Includes ... Starvation Creek ... Starvation Creek Falls ... "Starvout Creek" ... Starvation Creek State Park ...
Image, 2003, Starvation Creek State Park, Oregon, click to enlarge
Click image to enlarge
Starvation Creek State Park, Oregon. Image taken October 25, 2003.


Starvation Creek State Park ...
Starvation Creek State Park, Oregon, is located on the Columbia River, 10 miles west of Hood River, at Columbia River Mile (RM) 159.5. The park is Exit 54 (eastbound only) off of Interstate 84. Viento State Park is located one mile upstream. Downstream is Shellrock Mountain and on the Washington side is Wind Mountain and the Collins Point Landslide. Directly across from Starvation Creek is Dog Mountain. The waterfall at Starvation Creek is one of many waterfalls in the Columbia River Gorge.

What's in a Name ??? ...
Starvation Creek State Park came by its name in 1884. According to the Oregon State Archives website (2004):

"... The Pacific Express train carrying 148 passengers and crew rolled out of The Dalles heading west on schedule to arrive in Portland later that day, December 18, 1884. Along the way a blizzard trapped the train between two avalanches with 25 foot high snow drifts. A relief party finally reached them on Christmas Day by foot. Among those helping the hungry passengers was "one hog who had the misfortune of being in Hood River at the time." A week later the train was able to retreat to The Dalles. It finally reached Portland three weeks late on January 7, 1885. ..." [Oregon State Archives website, March 2004]
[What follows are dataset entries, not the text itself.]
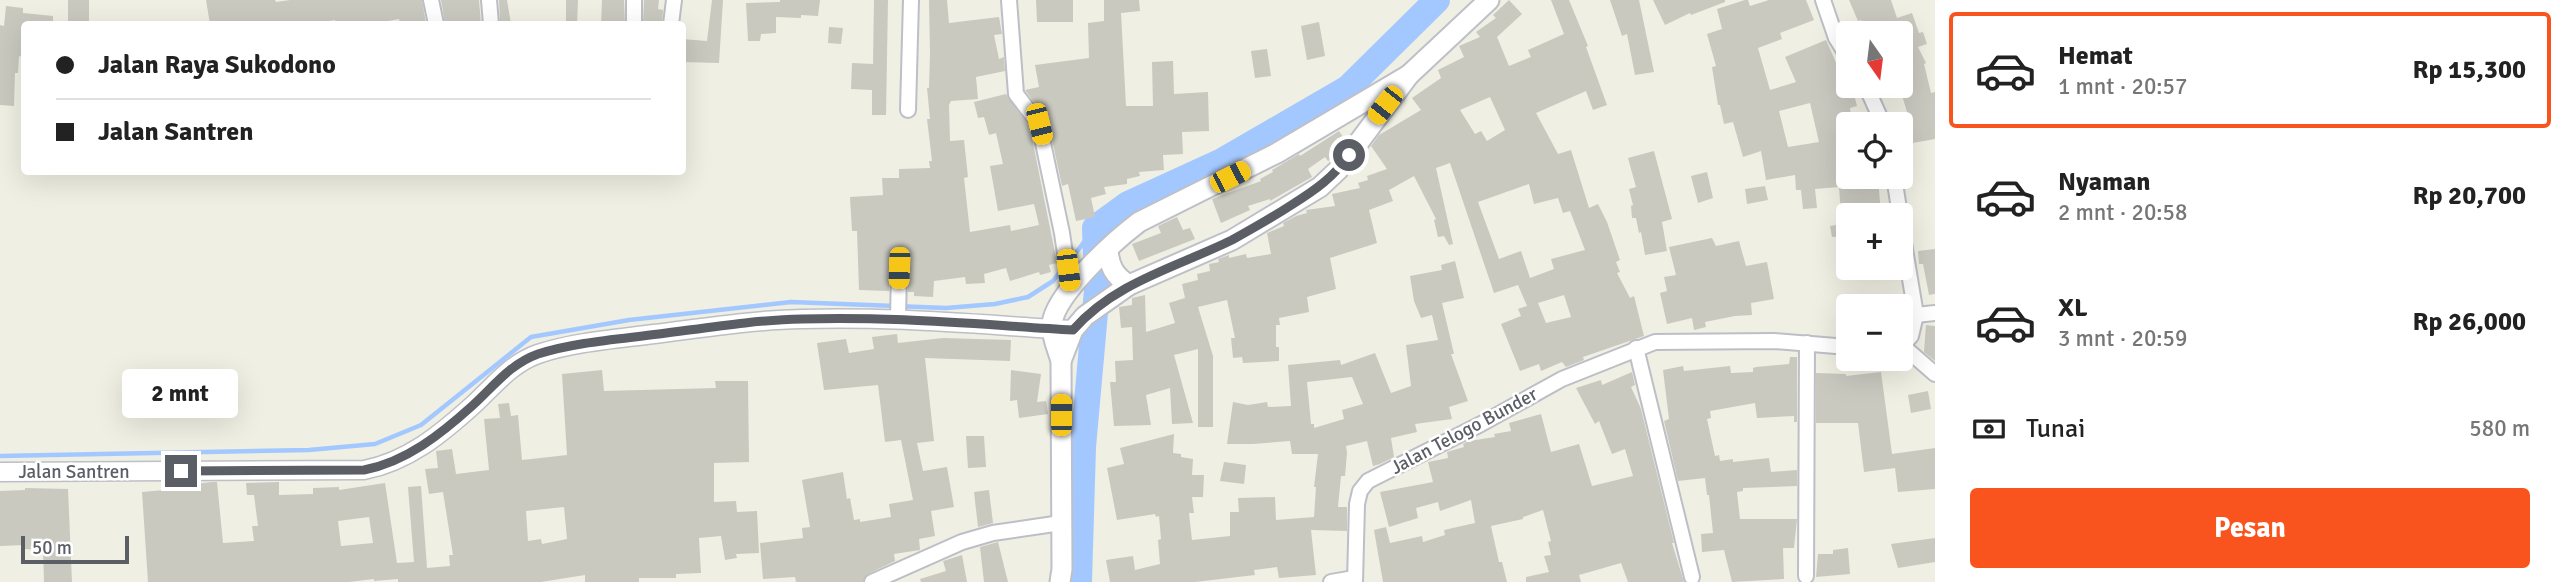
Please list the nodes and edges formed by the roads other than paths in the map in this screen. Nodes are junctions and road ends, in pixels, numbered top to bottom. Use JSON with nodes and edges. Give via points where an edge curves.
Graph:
{"nodes":[{"id":1,"x":431,"y":0,"type":"edge"},
{"id":2,"x":489,"y":0,"type":"edge"},
{"id":3,"x":634,"y":0,"type":"edge"},
{"id":4,"x":674,"y":0,"type":"edge"},
{"id":5,"x":911,"y":0,"type":"edge"},
{"id":6,"x":1009,"y":0,"type":"edge"},
{"id":7,"x":1489,"y":0,"type":"edge"},
{"id":8,"x":1824,"y":0,"type":"edge"},
{"id":9,"x":435,"y":21,"type":"edge"},
{"id":10,"x":491,"y":21,"type":"edge"},
{"id":11,"x":634,"y":21,"type":"edge"},
{"id":12,"x":671,"y":21,"type":"edge"},
{"id":13,"x":1836,"y":38,"type":"edge"},
{"id":14,"x":1409,"y":75,"type":"junction"},
{"id":15,"x":908,"y":110,"type":"dead end"},
{"id":16,"x":1345,"y":115,"type":"junction"},
{"id":17,"x":1360,"y":140,"type":"junction"},
{"id":18,"x":1104,"y":254,"type":"junction"},
{"id":19,"x":899,"y":268,"type":"dead end"},
{"id":20,"x":1070,"y":275,"type":"junction"},
{"id":21,"x":1910,"y":280,"type":"edge"},
{"id":22,"x":1126,"y":288,"type":"junction"},
{"id":23,"x":898,"y":311,"type":"junction"},
{"id":24,"x":1935,"y":313,"type":"edge"},
{"id":25,"x":1916,"y":315,"type":"junction"},
{"id":26,"x":1079,"y":323,"type":"junction"},
{"id":27,"x":1051,"y":328,"type":"junction"},
{"id":28,"x":1913,"y":328,"type":"edge"},
{"id":29,"x":1807,"y":343,"type":"junction"},
{"id":30,"x":1836,"y":346,"type":"edge"},
{"id":31,"x":1636,"y":348,"type":"junction"},
{"id":32,"x":1913,"y":357,"type":"edge"},
{"id":33,"x":1061,"y":361,"type":"junction"},
{"id":34,"x":1935,"y":374,"type":"edge"},
{"id":35,"x":0,"y":472,"type":"edge"},
{"id":36,"x":1061,"y":523,"type":"junction"},
{"id":37,"x":1806,"y":576,"type":"dead end"},
{"id":38,"x":1692,"y":577,"type":"dead end"},
{"id":39,"x":1355,"y":580,"type":"edge"},
{"id":40,"x":872,"y":582,"type":"edge"},
{"id":41,"x":1060,"y":582,"type":"edge"},
{"id":42,"x":1331,"y":582,"type":"edge"}],
"edges":[{"from":1,"to":9,"type":"street"},
{"from":2,"to":10,"type":"street"},
{"from":3,"to":11,"type":"street"},
{"from":4,"to":12,"type":"street"},
{"from":5,"to":15,"type":"street"},
{"from":6,"to":20,"type":"street","via":[[1016,94],[1039,124]]},
{"from":7,"to":14,"type":"main road"},
{"from":8,"to":13,"type":"street"},
{"from":14,"to":16,"type":"main road"},
{"from":14,"to":17,"type":"main road"},
{"from":16,"to":17,"type":"main road"},
{"from":16,"to":18,"type":"main road","via":[[1162,208]]},
{"from":17,"to":22,"type":"main road","via":[[1320,187],[1231,240]]},
{"from":18,"to":20,"type":"main road"},
{"from":18,"to":22,"type":"main road"},
{"from":19,"to":23,"type":"street"},
{"from":20,"to":27,"type":"main road"},
{"from":21,"to":25,"type":"street"},
{"from":22,"to":26,"type":"main road"},
{"from":23,"to":27,"type":"street","name":"Jalan Santren"},
{"from":23,"to":35,"type":"street","name":"Jalan Santren","via":[[748,322],[541,353],[508,370],[420,447],[400,460],[364,470]]},
{"from":24,"to":25,"type":"street"},
{"from":25,"to":28,"type":"street"},
{"from":26,"to":27,"type":"street","name":"Jalan Santren"},
{"from":26,"to":33,"type":"main road"},
{"from":27,"to":33,"type":"main road"},
{"from":29,"to":30,"type":"street","name":"Jalan Telogo Bunder"},
{"from":29,"to":31,"type":"street","name":"Jalan Telogo Bunder","via":[[1655,342]]},
{"from":29,"to":37,"type":"street"},
{"from":31,"to":38,"type":"street"},
{"from":31,"to":39,"type":"street","name":"Jalan Telogo Bunder","via":[[1562,379],[1368,481],[1357,504]]},
{"from":32,"to":34,"type":"street"},
{"from":33,"to":36,"type":"main road"},
{"from":36,"to":40,"type":"street","via":[[962,542]]},
{"from":36,"to":41,"type":"main road"},
{"from":39,"to":42,"type":"street"}]}
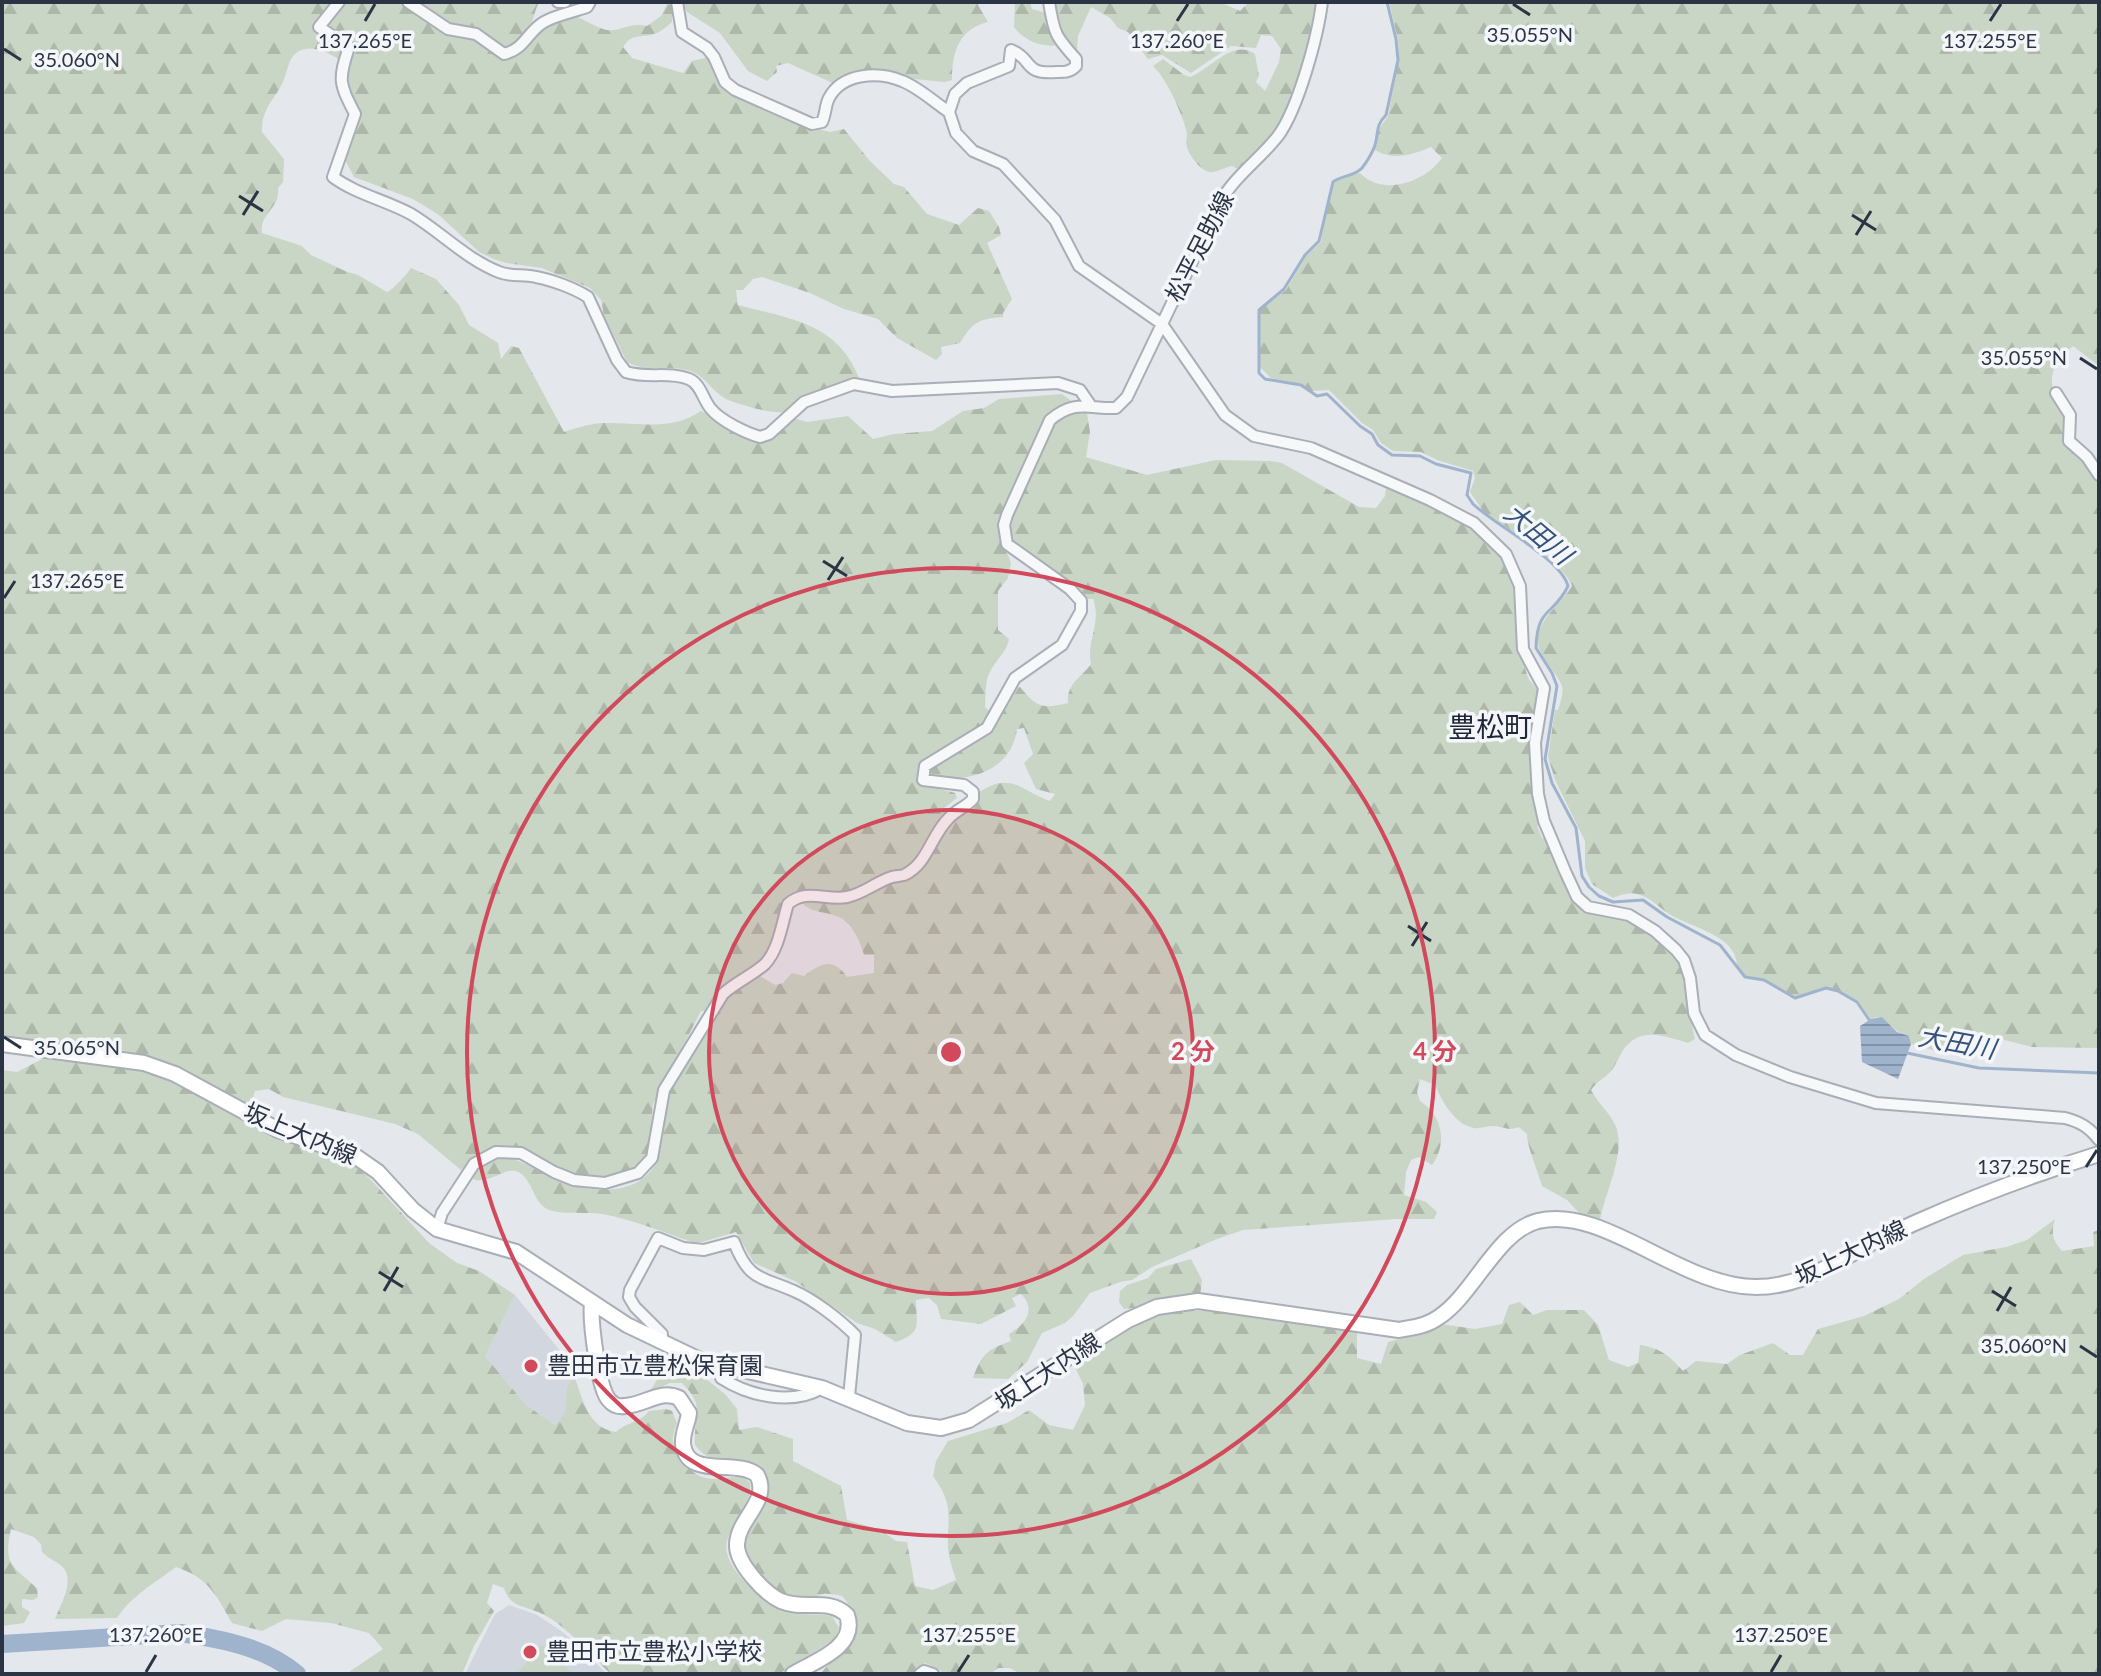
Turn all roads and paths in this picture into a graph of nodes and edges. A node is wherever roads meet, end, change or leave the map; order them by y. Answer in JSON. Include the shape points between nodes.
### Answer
{"nodes":[{"id":1,"x":339,"y":2,"type":"edge"},
{"id":2,"x":408,"y":2,"type":"edge"},
{"id":3,"x":558,"y":2,"type":"edge"},
{"id":4,"x":565,"y":2,"type":"edge"},
{"id":5,"x":590,"y":2,"type":"edge"},
{"id":6,"x":677,"y":2,"type":"edge"},
{"id":7,"x":1049,"y":2,"type":"edge"},
{"id":8,"x":1322,"y":2,"type":"edge"},
{"id":9,"x":949,"y":112,"type":"junction"},
{"id":10,"x":1162,"y":324,"type":"junction"},
{"id":11,"x":2056,"y":393,"type":"dead end"},
{"id":12,"x":1091,"y":406,"type":"junction"},
{"id":13,"x":2099,"y":475,"type":"edge"},
{"id":14,"x":2,"y":1044,"type":"edge"},
{"id":15,"x":2099,"y":1140,"type":"edge"},
{"id":16,"x":2099,"y":1154,"type":"edge"},
{"id":17,"x":437,"y":1229,"type":"junction"},
{"id":18,"x":592,"y":1303,"type":"junction"},
{"id":19,"x":661,"y":1343,"type":"junction"},
{"id":20,"x":721,"y":1378,"type":"dead end"},
{"id":21,"x":822,"y":1388,"type":"junction"},
{"id":22,"x":849,"y":1397,"type":"junction"},
{"id":23,"x":793,"y":1674,"type":"edge"},
{"id":24,"x":920,"y":1674,"type":"edge"},
{"id":25,"x":933,"y":1674,"type":"edge"}],
"edges":[{"from":1,"to":12,"type":"street","via":[[319,27],[349,47],[340,72],[355,114],[333,177],[411,214],[496,271],[541,278],[588,297],[626,372],[690,379],[714,413],[760,437],[804,402],[854,384],[892,391],[1058,383],[1080,390]]},
{"from":2,"to":5,"type":"street","via":[[448,29],[476,34],[504,54],[520,48],[546,21]]},
{"from":3,"to":4,"type":"street"},
{"from":6,"to":9,"type":"street","via":[[682,32],[707,48],[725,82],[812,124],[822,122],[828,99],[853,77],[905,82]]},
{"from":7,"to":9,"type":"street","via":[[1055,34],[1076,59],[1074,70],[1037,73],[1011,50],[1009,66],[967,83],[955,94]]},
{"from":8,"to":10,"type":"street","name":"松平足助線","via":[[1315,43],[1286,122],[1227,189]]},
{"from":9,"to":10,"type":"street","via":[[956,133],[973,151],[1003,164],[1055,220],[1079,266]]},
{"from":10,"to":12,"type":"street","name":"松平足助線","via":[[1124,402],[1116,408]]},
{"from":10,"to":15,"type":"street","via":[[1216,406],[1242,430],[1311,448],[1430,500],[1474,523],[1506,554],[1520,586],[1523,649],[1544,688],[1535,763],[1544,821],[1583,903],[1629,915],[1666,939],[1684,960],[1694,1013],[1705,1035],[1736,1055],[1790,1077],[1876,1103],[2065,1118],[2079,1122]]},
{"from":11,"to":13,"type":"street","via":[[2072,421],[2069,441]]},
{"from":12,"to":17,"type":"street","via":[[1081,405],[1050,420],[1004,525],[1007,544],[1070,589],[1081,601],[1081,611],[1062,645],[1015,678],[987,728],[925,766],[923,780],[964,785],[973,799],[950,816],[924,859],[904,874],[843,898],[805,895],[788,904],[765,964],[723,994],[664,1090],[652,1158],[638,1173],[605,1183],[584,1181],[521,1153],[496,1152],[474,1164]]},
{"from":14,"to":17,"type":"main road","name":"坂上大内線","via":[[144,1063],[175,1074],[278,1130],[366,1162]]},
{"from":16,"to":22,"type":"main road","name":"坂上大内線","via":[[1952,1207],[1816,1274],[1776,1286],[1721,1283],[1587,1223],[1554,1219],[1519,1230],[1453,1306],[1424,1325],[1399,1330],[1198,1301],[1178,1303],[1128,1320],[986,1411],[954,1425],[907,1423]]},
{"from":17,"to":18,"type":"main road","name":"坂上大内線","via":[[516,1252]]},
{"from":18,"to":19,"type":"main road","name":"坂上大内線"},
{"from":18,"to":23,"type":"main road","via":[[590,1320],[607,1399],[626,1406],[663,1395],[679,1398],[689,1413],[683,1442],[692,1460],[757,1475],[761,1495],[739,1533],[740,1562],[782,1601],[832,1605],[847,1615],[846,1640]]},
{"from":19,"to":21,"type":"main road","name":"坂上大内線","via":[[708,1362]]},
{"from":19,"to":22,"type":"street","via":[[662,1334],[629,1297],[658,1238],[704,1250],[734,1242],[755,1276],[795,1291],[855,1335]]},
{"from":20,"to":21,"type":"street","via":[[764,1396],[808,1396]]},
{"from":21,"to":22,"type":"main road","name":"坂上大内線"},
{"from":24,"to":25,"type":"street"}]}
Starvation Creek was originally called "Starveout Creek".


Starvation Creek Falls ...
The falls at Starvation Creek cascade 186 feet and are the easternmost of spectacular waterfalls over Columbia River basalt on the Oregon side of the Columbia.

Lewis and Clark and Starvation Creek ...
On October 30, 1805, Captain Clark wrote about four cascades on the Oregon side.

"... Saw 4 Cascades caused by Small Streams falling from the mountains on the Lard. Side,    a remarkable circumstance in this part of the river is, the Stumps of pine trees [Submerged Forest] are in maney places are at Some distance in the river, and gives every appearance of the rivers being damed up below from Some cause which I am not at this time acquainted with ..." [Clark, October 30, 1805]

The possiblities for those four falls are - upstream to downstream in a two-mile stretch - Starvation Creek and Falls, the seasonal Cabin Creek and Falls, Warren Creek and Falls, Wonder Creek and Lancaster Falls, Lindsey Creek and Falls, and Summit Creek and Falls.


Image, 2006, Starvation Creek, Oregon, click to enlarge
Click image to enlarge
Walkway, Starvation Creek. View from the Starvation Creek Rest Area. Image taken September 29, 2006.
Image, 2006, Starvation Creek, Oregon, click to enlarge
Click image to enlarge
Starvation Creek, looking upstream. View from the Starvation Creek Rest Area. Image taken September 29, 2006.


Early Starvation Creek ...
The original name of this creek was "Starveout", so designated in the winter of 1884-85 when a deep snow stalled two trains in the immediate vicinity.

During the 1800s Starvation Creek was the site of Chinese "coolie ovens" used in the building of the railroad.

The U.S. Bureau of Land Management's 1903 Cadastral map (tax survey) has the creek labeled "Starvout Cr.". The drainage pattern is different than modern-day maps, with "Warren's Cr." merging into "Starvout Cr." which flows into the Columbia in the northwest quarter of Section 4.


Starvation Creek in 1940 ...

From the Oregon State Archives "A 1940 Journey Across Oregon":

"... Starvation Creek empties into the Columbia at 134.5 m. Here is STARVATION CREEK STATE PARK, so named because at this point in 1884 an Oregon Washington Railroad & Navigation train was marooned for two weeks in thirty foot snowdrifts, and food was with difficulty carried to the starving passengers. Newspapers of that day gave columns of space to this story, telling how car seats were burned in addition to all coal in the locomotive tender, that passengers might be kept from freezing.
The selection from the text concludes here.